The answer must consist only of the lines from the line with "index tip: (295, 129)" to the line with "thumb tip: (340, 121)", both included, exactly as they stand below.

Excerpts from a dataset
----------
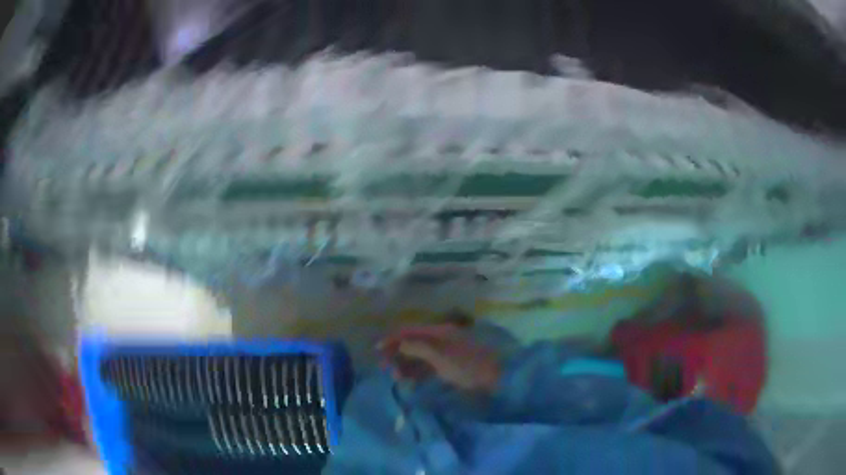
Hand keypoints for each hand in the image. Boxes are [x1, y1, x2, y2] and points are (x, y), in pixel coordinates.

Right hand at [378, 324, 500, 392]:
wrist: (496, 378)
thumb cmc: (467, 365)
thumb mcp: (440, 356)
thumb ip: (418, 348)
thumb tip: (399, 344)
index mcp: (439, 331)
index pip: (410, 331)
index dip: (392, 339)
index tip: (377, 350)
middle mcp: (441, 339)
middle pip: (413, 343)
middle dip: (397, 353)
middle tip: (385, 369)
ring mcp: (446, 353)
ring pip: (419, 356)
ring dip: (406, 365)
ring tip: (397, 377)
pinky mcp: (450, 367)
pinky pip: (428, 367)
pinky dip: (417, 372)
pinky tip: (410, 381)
----------
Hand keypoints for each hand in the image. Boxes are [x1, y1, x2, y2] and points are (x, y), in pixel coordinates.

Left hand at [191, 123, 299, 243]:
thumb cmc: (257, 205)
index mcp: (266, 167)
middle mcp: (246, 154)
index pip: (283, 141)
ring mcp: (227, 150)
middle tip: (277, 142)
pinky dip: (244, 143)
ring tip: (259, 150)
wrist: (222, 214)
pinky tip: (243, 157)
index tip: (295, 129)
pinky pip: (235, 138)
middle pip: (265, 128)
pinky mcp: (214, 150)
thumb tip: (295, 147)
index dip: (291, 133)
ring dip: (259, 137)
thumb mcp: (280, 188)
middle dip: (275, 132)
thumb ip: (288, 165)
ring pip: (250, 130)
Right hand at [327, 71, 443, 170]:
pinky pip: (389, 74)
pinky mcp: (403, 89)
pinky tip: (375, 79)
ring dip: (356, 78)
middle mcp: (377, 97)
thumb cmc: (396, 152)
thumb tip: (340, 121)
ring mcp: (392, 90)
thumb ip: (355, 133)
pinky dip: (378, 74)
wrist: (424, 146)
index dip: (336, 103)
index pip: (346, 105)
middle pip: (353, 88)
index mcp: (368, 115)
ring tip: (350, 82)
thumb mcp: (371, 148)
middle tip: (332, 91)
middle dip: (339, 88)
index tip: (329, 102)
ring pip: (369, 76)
----------
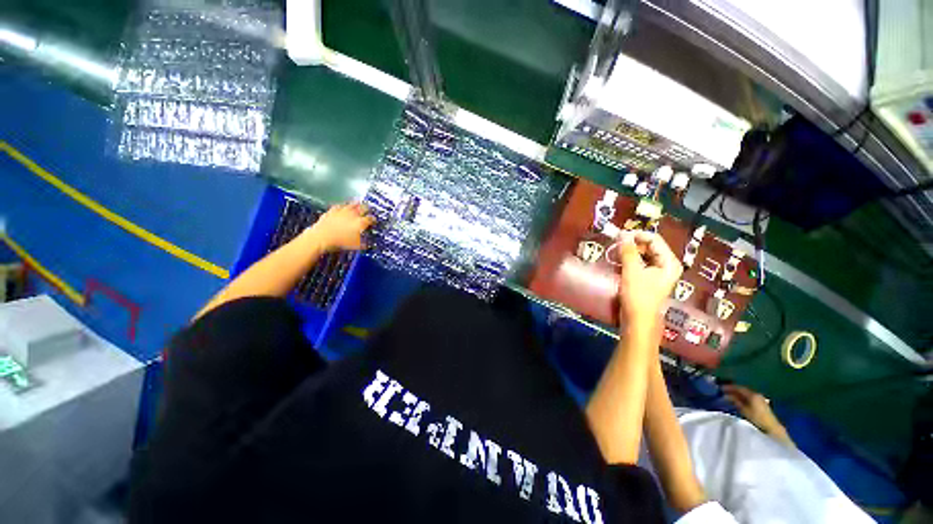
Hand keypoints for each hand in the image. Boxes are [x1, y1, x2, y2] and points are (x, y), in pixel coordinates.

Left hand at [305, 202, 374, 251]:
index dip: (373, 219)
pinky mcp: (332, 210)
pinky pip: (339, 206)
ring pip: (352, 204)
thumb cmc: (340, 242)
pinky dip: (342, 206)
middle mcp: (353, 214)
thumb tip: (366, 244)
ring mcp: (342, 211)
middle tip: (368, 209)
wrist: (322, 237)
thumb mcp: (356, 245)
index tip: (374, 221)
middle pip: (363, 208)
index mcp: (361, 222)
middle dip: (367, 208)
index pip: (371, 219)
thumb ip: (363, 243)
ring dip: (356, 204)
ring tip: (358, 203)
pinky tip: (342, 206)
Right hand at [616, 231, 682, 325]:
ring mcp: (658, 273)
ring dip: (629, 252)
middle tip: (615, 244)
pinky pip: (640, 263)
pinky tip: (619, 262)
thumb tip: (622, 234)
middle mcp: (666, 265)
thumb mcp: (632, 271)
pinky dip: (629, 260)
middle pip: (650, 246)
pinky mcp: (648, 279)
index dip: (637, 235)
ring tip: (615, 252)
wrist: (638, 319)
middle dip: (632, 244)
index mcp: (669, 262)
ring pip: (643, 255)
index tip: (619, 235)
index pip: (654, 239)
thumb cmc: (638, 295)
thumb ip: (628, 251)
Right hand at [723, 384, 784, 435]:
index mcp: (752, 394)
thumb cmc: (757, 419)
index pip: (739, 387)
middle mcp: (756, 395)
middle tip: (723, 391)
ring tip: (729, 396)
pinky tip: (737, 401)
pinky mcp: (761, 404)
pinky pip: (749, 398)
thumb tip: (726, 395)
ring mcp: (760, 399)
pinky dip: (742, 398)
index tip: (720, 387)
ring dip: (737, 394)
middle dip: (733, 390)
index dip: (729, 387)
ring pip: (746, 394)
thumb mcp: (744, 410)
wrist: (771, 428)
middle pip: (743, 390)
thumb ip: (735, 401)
----------
■ Exercise result ■
index tip: (295, 129)
pinky pip: (235, 138)
middle pip: (265, 128)
pinky mcp: (214, 150)
thumb tip: (295, 147)
index dip: (291, 133)
ring dip: (259, 137)
thumb mcp: (280, 188)
middle dip: (275, 132)
thumb ip: (288, 165)
ring pip: (250, 130)
Right hand at [327, 71, 443, 170]:
pinky pip: (389, 74)
pinky mcp: (403, 89)
pinky tip: (375, 79)
ring dip: (356, 78)
middle mcp: (377, 97)
thumb cmc: (396, 152)
thumb tip: (340, 121)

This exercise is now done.